Micro Problem Set Week 5

Introductory Microeconomics: Problem Set Week 5

Consider a perfectly competitive industry with 24 producers, each with the same cost function C(y) = 16 + 4y². Market demand is given by Y = 150 - 2p.
1. Calculate the supply function for each firm, market supply, and the equilibrium price in the market, p*.
2. In the long run, firms can leave the industry, or new ones (with the same cost functions given above) can enter. In the long-run equilibrium, what is the price, the output of each firm, and the number of firms?

A monopolist faces a demand curve q = 200 - p/2, where p is price and q is quantity. Its costs are given by C(q) = 4q + q².
1. What is the maximum profit the monopolist can make?
2. What is the maximum revenue the government can earn by imposing a per unit tax on the monopolist?
3. If the firm is a profit maximiser, by how much are its profits reduced by the imposition of such a tax?
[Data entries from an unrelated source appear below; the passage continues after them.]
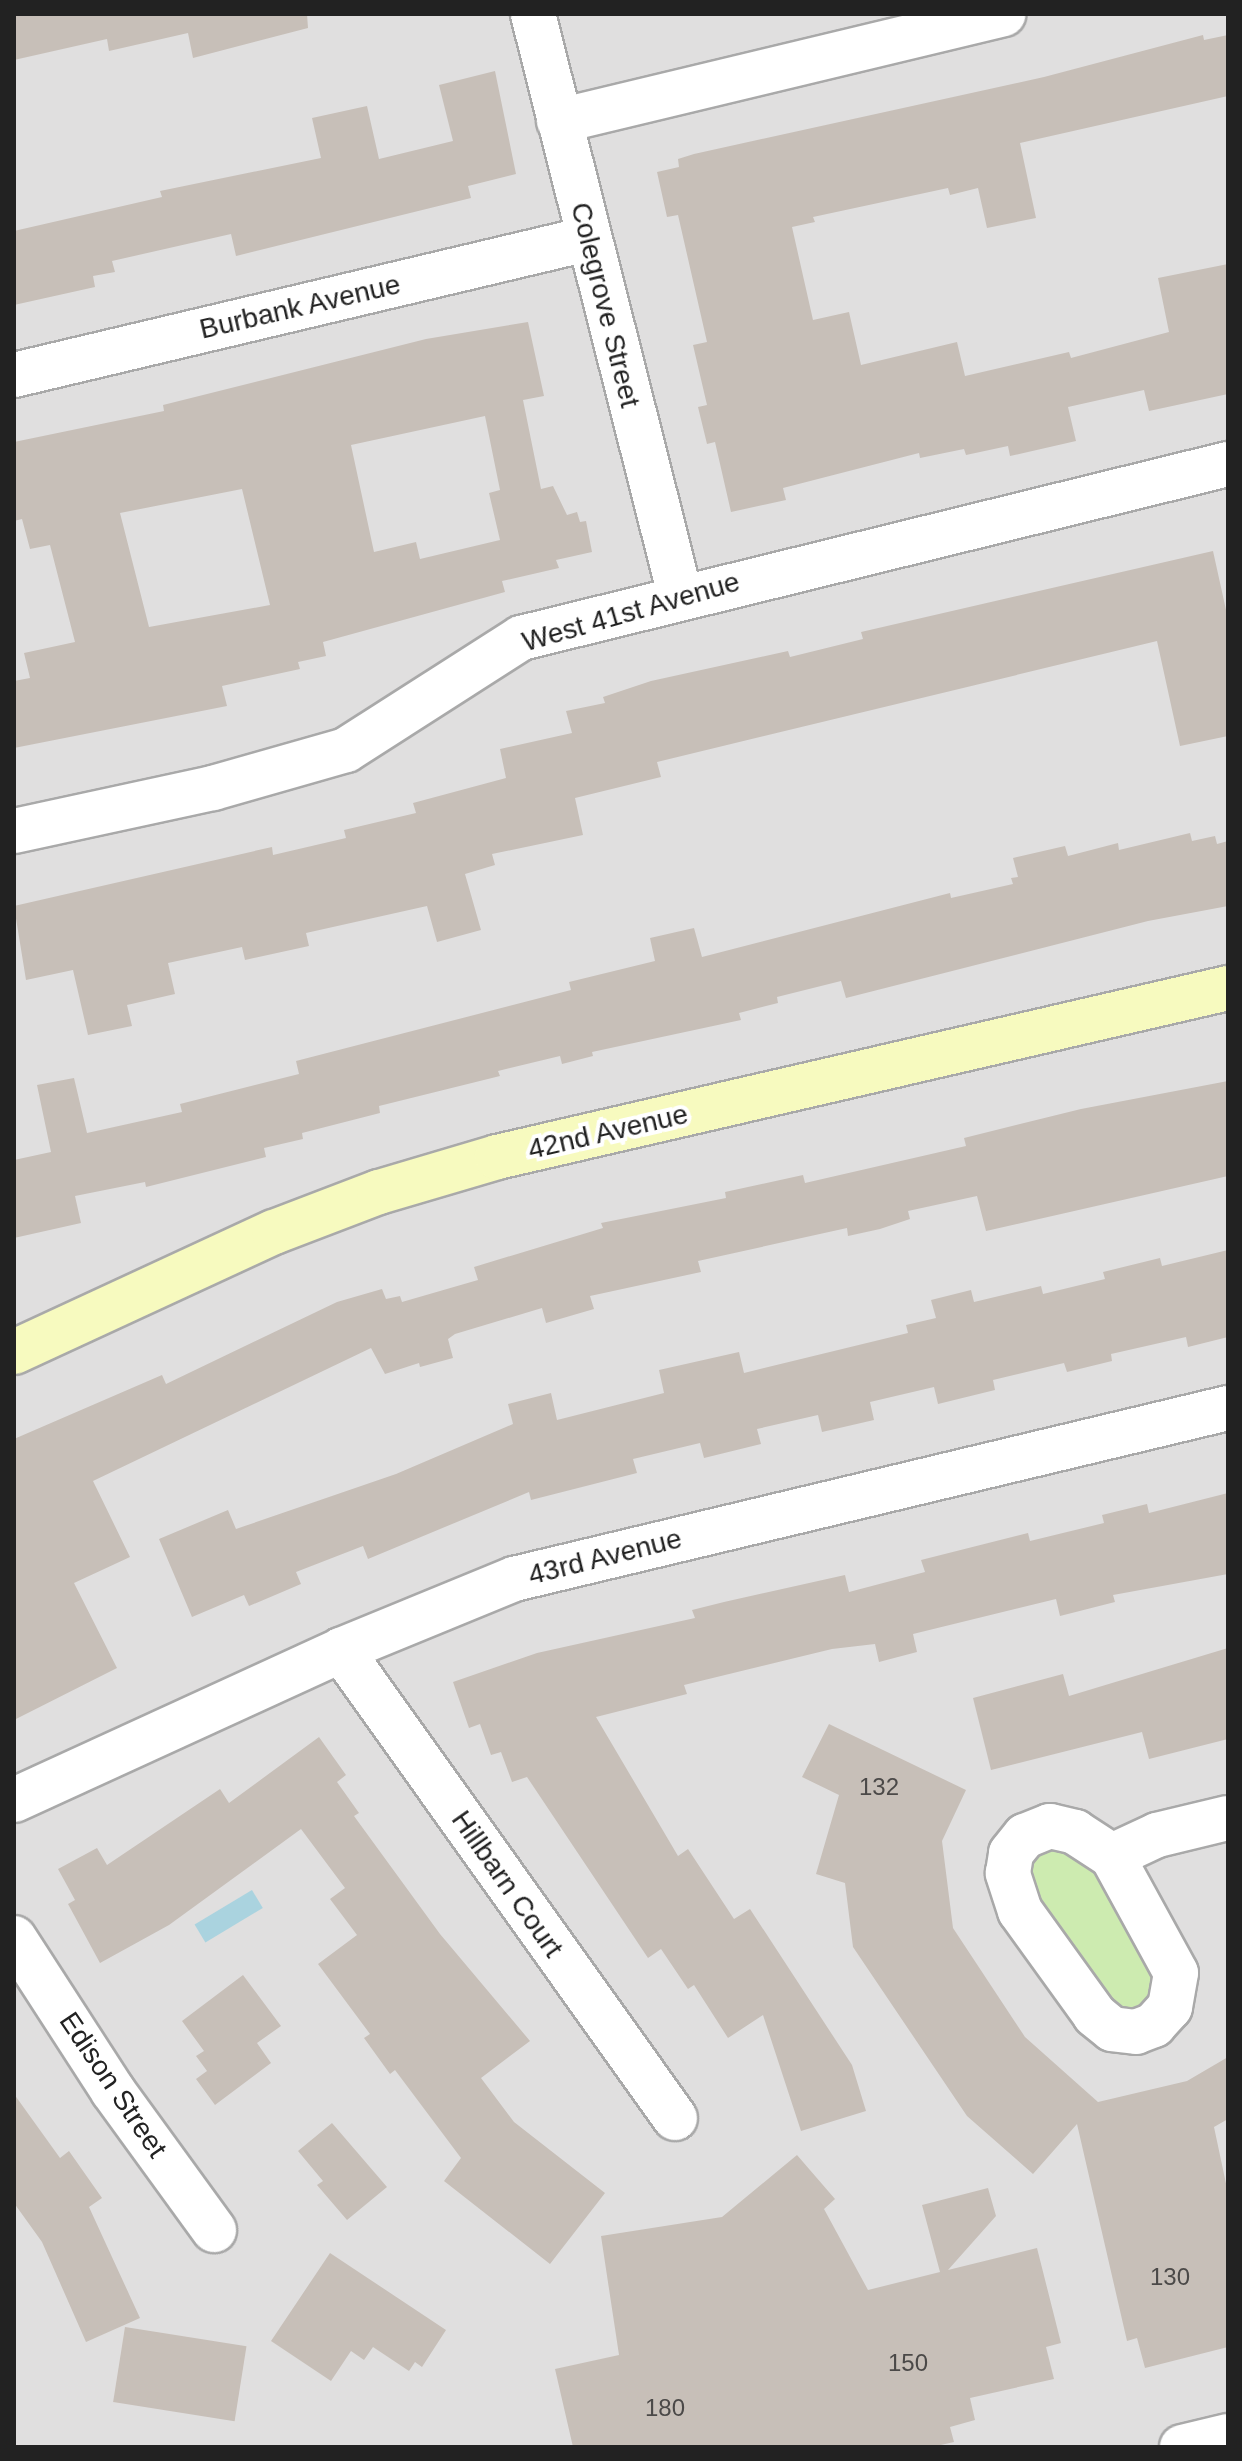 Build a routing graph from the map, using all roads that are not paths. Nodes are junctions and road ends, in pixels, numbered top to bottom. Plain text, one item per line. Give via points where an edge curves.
1 (533, 14) edge
2 (1003, 14) edge
3 (559, 121) junction
4 (587, 239) junction
5 (14, 375) edge
6 (1228, 464) edge
7 (680, 595) junction
8 (14, 831) edge
9 (1228, 988) edge
10 (14, 1352) edge
11 (1228, 1408) edge
12 (341, 1650) junction
13 (14, 1800) edge
14 (1228, 1818) edge
15 (1112, 1856) junction
16 (14, 1938) edge
17 (675, 2118) dead end
18 (214, 2230) dead end
19 (1228, 2436) edge
20 (1182, 2447) edge

1 - 3 street, Colegrove Street
2 - 3 street
3 - 4 street, Colegrove Street
4 - 5 street, Burbank Avenue
4 - 7 street, Colegrove Street
6 - 7 street, West 41st Avenue
7 - 8 street, West 41st Avenue via 521,638 346,750 213,788
9 - 10 street, 42nd Avenue via 497,1157 379,1192 274,1232
11 - 12 street, 43rd Avenue via 514,1579
12 - 13 street, 43rd Avenue
12 - 17 street, Hillbarn Court
14 - 15 street via 1157,1835
15 - 15 street via 1075,1832 1050,1826 1025,1836 1011,1853 1008,1873 1020,1911 1095,2015 1112,2029 1136,2032 1154,2025 1170,2007 1176,1973
16 - 18 street, Edison Street via 113,2091
19 - 20 street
Consider a monopolist that wishes to price discriminate by means of a "block pricing" scheme: buyers must pay p₁ for purchases up to amount q₁, then benefit from a lower price p₂ for any further purchases. (Let the consumer's total, freely chosen purchases be denoted "q₂"). The firm's customers are identical and have inverse demand functions P = 90 - Q. The firm has costs MC = AC = 20.
1. If charging a single price for all purchases (by a single customer), what price should the firm charge to maximise profits? (Would your answer be different for a larger market of many identical such customers?)
2. Illustrate in a diagram how the firm's new block pricing scheme can be used to increase profits earned.
3. What are the optimal choices of p₁, q₁, and p₂ to maximise profits earned from an individual consumer?

Consider a market supplied by two firms. The market inverse demand curve is p = 72 - 3y, where y = y₁ + y₂ is the combined output of the two firms. The firms have identical constant returns to scale production technologies with constant marginal costs of 12.
1. Assuming Cournot competition, derive the equilibrium output, price, and profits for each firm.
2. Verify the Cournot mark-up equation.
3. Calculate and interpret the HHI index for this industry.
4. Suppose that Firm 1 invents a new production process which cuts its marginal cost in half. Repeat the calculations from parts (a) and (c) and compare the results with your earlier findings.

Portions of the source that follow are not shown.